Author SHA1 Message Date
Jeff King
6b5b3a27b7 ewah: unconditionally ntohll ewah data
Commit a201c20 tried to optimize out a loop like:

  for (i = 0; i < len; i++)
	  data[i] = ntohll(data[i]);

in the big-endian case, because we know that ntohll is a
noop, and we do not need to pay the cost of the loop at all.
However, it mistakenly assumed that __BYTE_ORDER was always
defined, whereas it may not be on systems which do not
define it by default, and where we did not need to define it
to set up the ntohll macro. This includes OS X and Windows.

We could muck with the ordering in compat/bswap.h to make
sure it is defined unconditionally, but it is simpler to
still to just execute the loop unconditionally. That avoids
the application code knowing anything about these magic
macros, and lets it depend only on having ntohll defined.

And since the resulting loop looks like (on a big-endian
system):

  for (i = 0; i < len; i++)
	  data[i] = data[i];

any decent compiler can probably optimize it out.

Original report and analysis by Brian Gernhardt.

Signed-off-by: Jeff King <peff@peff.net>
Signed-off-by: Junio C Hamano <gitster@pobox.com>
2014-02-12 11:21:29 -08:00
Vicent Marti
a201c20b41 ewah: support platforms that require aligned reads
The caller may hand us an unaligned buffer (e.g., because it
is an mmap of a file with many ewah bitmaps). On some
platforms (like SPARC) this can cause a bus error. We can
fix it with a combination of get_be32 and moving the data
into an aligned buffer (which we would do anyway, but we can
move it before fixing the endianness).

Signed-off-by: Vicent Marti <tanoku@gmail.com>
Signed-off-by: Jeff King <peff@peff.net>
Signed-off-by: Junio C Hamano <gitster@pobox.com>
2014-01-23 14:05:05 -08:00
Vicent Marti
e1273106f6 ewah: compressed bitmap implementation
EWAH is a word-aligned compressed variant of a bitset (i.e. a data
structure that acts as a 0-indexed boolean array for many entries).

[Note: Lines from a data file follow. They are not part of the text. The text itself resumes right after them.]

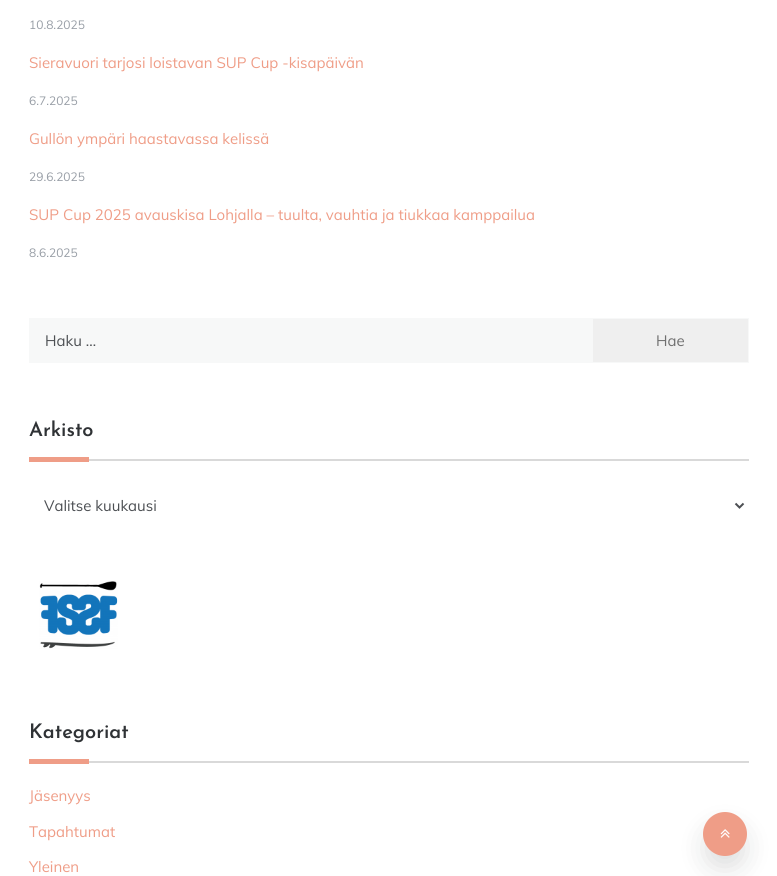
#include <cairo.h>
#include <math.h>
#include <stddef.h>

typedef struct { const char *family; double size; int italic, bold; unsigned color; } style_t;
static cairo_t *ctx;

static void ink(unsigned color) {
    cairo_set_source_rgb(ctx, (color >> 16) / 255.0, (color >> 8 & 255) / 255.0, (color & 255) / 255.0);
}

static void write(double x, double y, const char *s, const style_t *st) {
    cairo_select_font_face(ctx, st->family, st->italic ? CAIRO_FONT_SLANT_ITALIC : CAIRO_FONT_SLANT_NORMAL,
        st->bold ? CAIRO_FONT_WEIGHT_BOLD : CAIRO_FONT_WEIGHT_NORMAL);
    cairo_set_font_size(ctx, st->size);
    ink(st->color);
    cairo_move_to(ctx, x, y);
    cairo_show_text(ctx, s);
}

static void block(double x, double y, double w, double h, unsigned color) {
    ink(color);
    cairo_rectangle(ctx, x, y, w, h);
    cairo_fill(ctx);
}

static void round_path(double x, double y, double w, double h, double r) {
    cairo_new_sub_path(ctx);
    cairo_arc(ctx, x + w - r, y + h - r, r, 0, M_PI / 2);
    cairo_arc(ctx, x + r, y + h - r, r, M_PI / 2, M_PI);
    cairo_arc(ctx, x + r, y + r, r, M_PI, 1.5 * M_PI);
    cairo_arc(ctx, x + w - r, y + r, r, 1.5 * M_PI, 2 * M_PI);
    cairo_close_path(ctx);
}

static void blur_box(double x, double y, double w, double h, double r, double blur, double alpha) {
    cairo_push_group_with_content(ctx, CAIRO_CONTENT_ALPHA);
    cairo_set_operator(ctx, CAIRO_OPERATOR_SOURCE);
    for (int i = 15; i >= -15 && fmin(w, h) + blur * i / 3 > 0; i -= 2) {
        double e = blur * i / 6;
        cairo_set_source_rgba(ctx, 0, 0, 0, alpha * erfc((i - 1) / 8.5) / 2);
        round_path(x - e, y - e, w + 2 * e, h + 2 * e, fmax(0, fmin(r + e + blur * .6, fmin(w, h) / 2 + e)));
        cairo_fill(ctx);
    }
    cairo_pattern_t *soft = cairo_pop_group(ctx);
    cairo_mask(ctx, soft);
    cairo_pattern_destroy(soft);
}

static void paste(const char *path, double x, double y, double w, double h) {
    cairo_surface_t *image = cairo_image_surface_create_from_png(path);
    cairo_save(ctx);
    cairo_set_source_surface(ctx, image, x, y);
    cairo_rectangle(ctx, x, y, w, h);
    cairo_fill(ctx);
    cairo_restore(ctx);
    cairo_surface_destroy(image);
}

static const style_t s1 = {"Muli", 12, 0, 0, 0x989ea6};
static const style_t s2 = {"Muli", 15, 0, 0, 0xef9d87};
static const style_t s3 = {"Muli", 15, 0, 0, 0x4c4f53};
static const style_t s4 = {"Muli", 15, 0, 0, 0x6f6f6f};
static const style_t s5 = {"Josefin Sans SemiBold", 20, 0, 0, 0x2f3235};

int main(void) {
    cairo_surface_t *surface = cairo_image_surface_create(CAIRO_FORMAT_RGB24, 777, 876);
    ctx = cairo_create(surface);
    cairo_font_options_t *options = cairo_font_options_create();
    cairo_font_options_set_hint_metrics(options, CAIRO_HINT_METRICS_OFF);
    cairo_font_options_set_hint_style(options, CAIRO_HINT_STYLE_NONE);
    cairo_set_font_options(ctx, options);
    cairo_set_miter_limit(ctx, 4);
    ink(0xffffff);
    cairo_paint(ctx);
    write(29, 29, "10.8.2025", &s1);
    write(29, 68, "Sieravuori tarjosi loistavan SUP Cup -kisapäivän", &s2);
    write(29, 105, "6.7.2025", &s1);
    write(29, 144, "Gullön ympäri haastavassa kelissä", &s2);
    write(29, 181, "29.6.2025", &s1);
    write(29, 220, "SUP Cup 2025 avauskisa Lohjalla – tuulta, vauhtia ja tiukkaa kamppailua", &s2);
    write(29, 257, "8.6.2025", &s1);
    block(29, 318, 563, 45, 0xf7f8f8);
    write(45, 346, "Haku …", &s3);
    ink(0xefefef);
    cairo_rectangle(ctx, 592.5, 318.5, 156, 44);
    cairo_fill_preserve(ctx);
    ink(0xf7f8f8);
    cairo_set_line_width(ctx, 1);
    cairo_stroke(ctx);
    write(656, 346, "Hae", &s4);
    block(89, 459, 660, 2, 0xd9d9d9);
    write(29, 436, "Arkisto", &s5);
    block(29, 457, 60, 5, 0xef9d87);
    cairo_new_path(ctx);
    cairo_move_to(ctx, 735.5, 503.5);
    cairo_line_to(ctx, 739.5, 507.5);
    cairo_line_to(ctx, 743.5, 503.5);
    ink(0x4c4f53);
    cairo_set_line_width(ctx, 2);
    cairo_stroke(ctx);
    write(44, 511, "Valitse kuukausi", &s3);
    paste("pic1.png", 39, 581, 79, 68);
    block(89, 761, 660, 2, 0xd9d9d9);
    write(29, 738, "Kategoriat", &s5);
    block(29, 759, 60, 5, 0xef9d87);
    write(29, 801, "Jäsenyys", &s2);
    write(29, 837, "Tapahtumat", &s2);
    write(29, 872, "Yleinen", &s2);
    ink(0x0e1114);
    blur_box(707, 830, 36, 36, 18, 14, 0.15);
    ink(0xef9d87);
    cairo_arc(ctx, 725, 834, 22, 0, 2 * M_PI);
    cairo_fill(ctx);
    paste("pic2.png", 720, 829, 10, 9);
    cairo_surface_write_to_png(surface, "screenshot.png");
    cairo_font_options_destroy(options);
    cairo_destroy(ctx);
    cairo_surface_destroy(surface);
    return 0;
}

It uses a 64-bit run-length encoding (RLE) compression scheme,
trading some compression for better processing speed.

The goal of this word-aligned implementation is not to achieve
the best compression, but rather to improve query processing time.
As it stands right now, this EWAH implementation will always be more
efficient storage-wise than its uncompressed alternative.

EWAH arrays will be used as the on-disk format to store reachability
bitmaps for all objects in a repository while keeping reasonable sizes,
in the same way that JGit does.

This EWAH implementation is a mostly straightforward port of the
original `javaewah` library that JGit currently uses. The library is
self-contained and has been embedded whole (4 files) inside the `ewah`
folder to ease redistribution.

The library is re-licensed under the GPLv2 with the permission of Daniel
Lemire, the original author. The source code for the C version can
be found on GitHub:

	https://github.com/vmg/libewok

The original Java implementation can also be found on GitHub:

	https://github.com/lemire/javaewah

[jc: stripped debug-only code per Peff's $gmane/239768]

Signed-off-by: Vicent Marti <tanoku@gmail.com>
Signed-off-by: Jeff King <peff@peff.net>
Helped-by: Ramsay Jones <ramsay@ramsay1.demon.co.uk>
Signed-off-by: Junio C Hamano <gitster@pobox.com>
2013-12-30 12:17:20 -08:00